▸ TASK ITEM
Write the data out again in full, with no departure from the original.

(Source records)
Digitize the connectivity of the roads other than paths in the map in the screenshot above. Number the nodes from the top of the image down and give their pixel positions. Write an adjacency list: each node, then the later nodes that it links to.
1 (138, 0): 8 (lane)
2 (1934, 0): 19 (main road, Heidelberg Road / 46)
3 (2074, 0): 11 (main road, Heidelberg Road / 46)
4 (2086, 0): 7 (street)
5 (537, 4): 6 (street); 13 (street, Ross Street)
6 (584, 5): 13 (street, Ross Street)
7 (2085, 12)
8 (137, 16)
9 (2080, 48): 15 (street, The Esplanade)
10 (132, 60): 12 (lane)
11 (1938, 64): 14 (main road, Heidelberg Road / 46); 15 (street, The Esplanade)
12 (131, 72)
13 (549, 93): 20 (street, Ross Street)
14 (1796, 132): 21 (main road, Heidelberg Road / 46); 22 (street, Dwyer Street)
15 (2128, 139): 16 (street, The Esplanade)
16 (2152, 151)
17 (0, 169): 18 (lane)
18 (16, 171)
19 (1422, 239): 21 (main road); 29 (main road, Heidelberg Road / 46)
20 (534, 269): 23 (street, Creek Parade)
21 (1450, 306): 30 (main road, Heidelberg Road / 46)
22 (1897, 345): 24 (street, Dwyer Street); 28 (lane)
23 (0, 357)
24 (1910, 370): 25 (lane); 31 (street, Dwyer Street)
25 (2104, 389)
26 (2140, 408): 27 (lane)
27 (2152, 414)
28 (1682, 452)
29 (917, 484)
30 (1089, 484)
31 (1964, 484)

▸ SOLUTION FOR THIS TASK
Digitize the connectivity of the roads other than paths in the map in the screenshot above. Number the nodes from the top of the image down and give their pixel positions. Write an adjacency list: each node, then the later nodes that it links to.
1 (138, 0): 8 (lane)
2 (1934, 0): 19 (main road, Heidelberg Road / 46)
3 (2074, 0): 11 (main road, Heidelberg Road / 46)
4 (2086, 0): 7 (street)
5 (537, 4): 6 (street); 13 (street, Ross Street)
6 (584, 5): 13 (street, Ross Street)
7 (2085, 12)
8 (137, 16)
9 (2080, 48): 15 (street, The Esplanade)
10 (132, 60): 12 (lane)
11 (1938, 64): 14 (main road, Heidelberg Road / 46); 15 (street, The Esplanade)
12 (131, 72)
13 (549, 93): 20 (street, Ross Street)
14 (1796, 132): 21 (main road, Heidelberg Road / 46); 22 (street, Dwyer Street)
15 (2128, 139): 16 (street, The Esplanade)
16 (2152, 151)
17 (0, 169): 18 (lane)
18 (16, 171)
19 (1422, 239): 21 (main road); 29 (main road, Heidelberg Road / 46)
20 (534, 269): 23 (street, Creek Parade)
21 (1450, 306): 30 (main road, Heidelberg Road / 46)
22 (1897, 345): 24 (street, Dwyer Street); 28 (lane)
23 (0, 357)
24 (1910, 370): 25 (lane); 31 (street, Dwyer Street)
25 (2104, 389)
26 (2140, 408): 27 (lane)
27 (2152, 414)
28 (1682, 452)
29 (917, 484)
30 (1089, 484)
31 (1964, 484)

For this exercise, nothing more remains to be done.